** Opening Input for this task block **

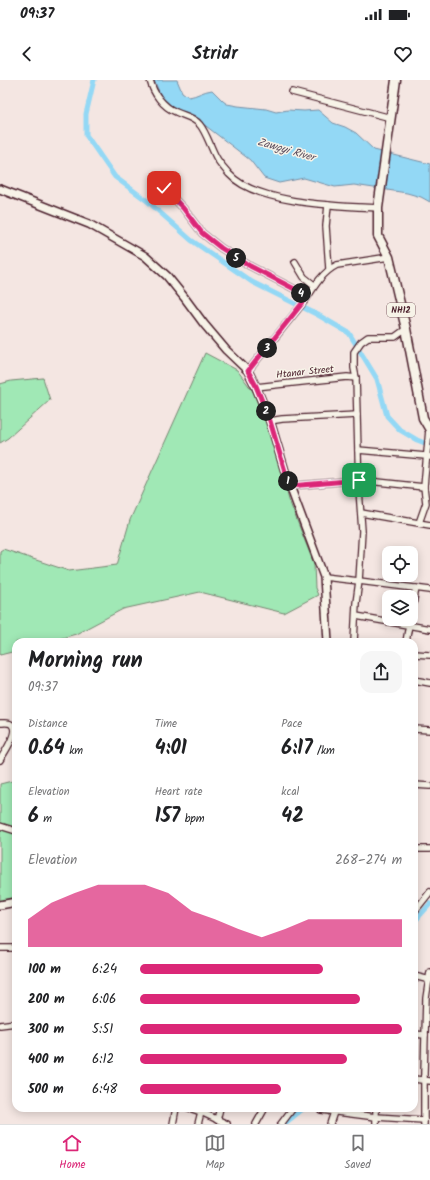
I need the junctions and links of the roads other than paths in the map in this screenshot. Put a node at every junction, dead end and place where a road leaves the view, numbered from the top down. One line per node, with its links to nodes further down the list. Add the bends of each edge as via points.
1 (150, 80): 7 (street, via 164,105 194,119 200,125 216,158 230,175 245,187 270,195)
2 (396, 83): 4 (highway, NH12)
3 (292, 92): 4 (street)
4 (391, 118): 8 (highway, NH12)
5 (164, 188): 13 (street, via 202,233 221,248)
6 (0, 189): 15 (main road, via 90,224 145,256 167,276 226,350)
7 (328, 205): 8 (street); 11 (street, via 326,226)
8 (378, 208): 9 (highway, NH12, via 378,236)
9 (389, 257): 11 (street, via 337,265); 14 (highway, NH12)
10 (294, 262): 12 (street, via 304,277)
11 (329, 269): 12 (street)
12 (314, 285): 13 (street)
13 (308, 297): 15 (street)
14 (406, 329): 16 (street, via 394,337 368,338 361,342 354,352); 20 (highway, NH12, via 423,418)
15 (248, 371): 17 (main road)
16 (356, 378): 17 (street, Htanar Street); 18 (street)
17 (256, 386): 19 (main road)
18 (357, 415): 19 (street); 21 (street)
19 (270, 421): 24 (main road)
20 (429, 432): 22 (street)
21 (358, 450): 22 (street); 23 (street)
22 (428, 455): 25 (street)
23 (359, 480): 24 (street); 25 (street); 26 (street)
24 (290, 486): 29 (main road)
25 (424, 486): 27 (street, via 426,503)
26 (361, 513): 27 (street); 30 (street)
27 (420, 523): 28 (street)
28 (430, 525)
29 (324, 578): 30 (street); 38 (main road)
30 (359, 581): 31 (street); 33 (street)
31 (416, 588): 32 (street)
32 (430, 590)
33 (356, 616): 34 (street); 39 (street)
34 (382, 619)
35 (418, 625): 37 (street)
36 (409, 626): 40 (street)
37 (430, 629)
38 (328, 638)
39 (354, 638)
40 (407, 638)
41 (418, 654): 42 (street)
42 (430, 655)
43 (418, 681): 44 (street)
44 (430, 684)
45 (0, 723): 46 (street)
46 (12, 725)
47 (418, 729): 48 (street)
48 (430, 730)
49 (12, 740): 50 (street)
50 (0, 760)
51 (418, 786): 52 (street)
52 (430, 786)
53 (0, 826): 54 (street)
54 (12, 830)
55 (418, 849): 56 (street)
56 (430, 849)
57 (430, 892): 60 (street)
58 (12, 903): 59 (main road)
59 (0, 905)
60 (418, 907)
61 (0, 948): 62 (street)
62 (12, 948)
63 (430, 972): 65 (street)
64 (418, 977): 65 (street)
65 (429, 980): 66 (street, via 426,998)
66 (428, 1023): 70 (street)
67 (12, 1024): 68 (street)
68 (0, 1025)
69 (418, 1034): 70 (street)
70 (426, 1035): 71 (street)
71 (427, 1060): 72 (street)
72 (427, 1080): 83 (street)
73 (175, 1112): 84 (street)
74 (200, 1112): 82 (street); 85 (street)
75 (219, 1112): 82 (street)
76 (263, 1112): 87 (street)
77 (290, 1112): 88 (street)
78 (333, 1112): 89 (street)
79 (344, 1112): 81 (street)
80 (376, 1112): 81 (street)
81 (376, 1118): 83 (street); 90 (street)
82 (217, 1120): 86 (street)
83 (424, 1122)
84 (173, 1124)
85 (198, 1124)
86 (227, 1124)
87 (256, 1124)
88 (281, 1124)
89 (330, 1124)
90 (376, 1124)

** Closing Input for this task block **

◆ What you need to do ◆
Your reply should be the entries above, repeated exactly and free of pictures.

◆ Your solution ◆
I need the junctions and links of the roads other than paths in the map in this screenshot. Put a node at every junction, dead end and place where a road leaves the view, numbered from the top down. One line per node, with its links to nodes further down the list. Add the bends of each edge as via points.
1 (150, 80): 7 (street, via 164,105 194,119 200,125 216,158 230,175 245,187 270,195)
2 (396, 83): 4 (highway, NH12)
3 (292, 92): 4 (street)
4 (391, 118): 8 (highway, NH12)
5 (164, 188): 13 (street, via 202,233 221,248)
6 (0, 189): 15 (main road, via 90,224 145,256 167,276 226,350)
7 (328, 205): 8 (street); 11 (street, via 326,226)
8 (378, 208): 9 (highway, NH12, via 378,236)
9 (389, 257): 11 (street, via 337,265); 14 (highway, NH12)
10 (294, 262): 12 (street, via 304,277)
11 (329, 269): 12 (street)
12 (314, 285): 13 (street)
13 (308, 297): 15 (street)
14 (406, 329): 16 (street, via 394,337 368,338 361,342 354,352); 20 (highway, NH12, via 423,418)
15 (248, 371): 17 (main road)
16 (356, 378): 17 (street, Htanar Street); 18 (street)
17 (256, 386): 19 (main road)
18 (357, 415): 19 (street); 21 (street)
19 (270, 421): 24 (main road)
20 (429, 432): 22 (street)
21 (358, 450): 22 (street); 23 (street)
22 (428, 455): 25 (street)
23 (359, 480): 24 (street); 25 (street); 26 (street)
24 (290, 486): 29 (main road)
25 (424, 486): 27 (street, via 426,503)
26 (361, 513): 27 (street); 30 (street)
27 (420, 523): 28 (street)
28 (430, 525)
29 (324, 578): 30 (street); 38 (main road)
30 (359, 581): 31 (street); 33 (street)
31 (416, 588): 32 (street)
32 (430, 590)
33 (356, 616): 34 (street); 39 (street)
34 (382, 619)
35 (418, 625): 37 (street)
36 (409, 626): 40 (street)
37 (430, 629)
38 (328, 638)
39 (354, 638)
40 (407, 638)
41 (418, 654): 42 (street)
42 (430, 655)
43 (418, 681): 44 (street)
44 (430, 684)
45 (0, 723): 46 (street)
46 (12, 725)
47 (418, 729): 48 (street)
48 (430, 730)
49 (12, 740): 50 (street)
50 (0, 760)
51 (418, 786): 52 (street)
52 (430, 786)
53 (0, 826): 54 (street)
54 (12, 830)
55 (418, 849): 56 (street)
56 (430, 849)
57 (430, 892): 60 (street)
58 (12, 903): 59 (main road)
59 (0, 905)
60 (418, 907)
61 (0, 948): 62 (street)
62 (12, 948)
63 (430, 972): 65 (street)
64 (418, 977): 65 (street)
65 (429, 980): 66 (street, via 426,998)
66 (428, 1023): 70 (street)
67 (12, 1024): 68 (street)
68 (0, 1025)
69 (418, 1034): 70 (street)
70 (426, 1035): 71 (street)
71 (427, 1060): 72 (street)
72 (427, 1080): 83 (street)
73 (175, 1112): 84 (street)
74 (200, 1112): 82 (street); 85 (street)
75 (219, 1112): 82 (street)
76 (263, 1112): 87 (street)
77 (290, 1112): 88 (street)
78 (333, 1112): 89 (street)
79 (344, 1112): 81 (street)
80 (376, 1112): 81 (street)
81 (376, 1118): 83 (street); 90 (street)
82 (217, 1120): 86 (street)
83 (424, 1122)
84 (173, 1124)
85 (198, 1124)
86 (227, 1124)
87 (256, 1124)
88 (281, 1124)
89 (330, 1124)
90 (376, 1124)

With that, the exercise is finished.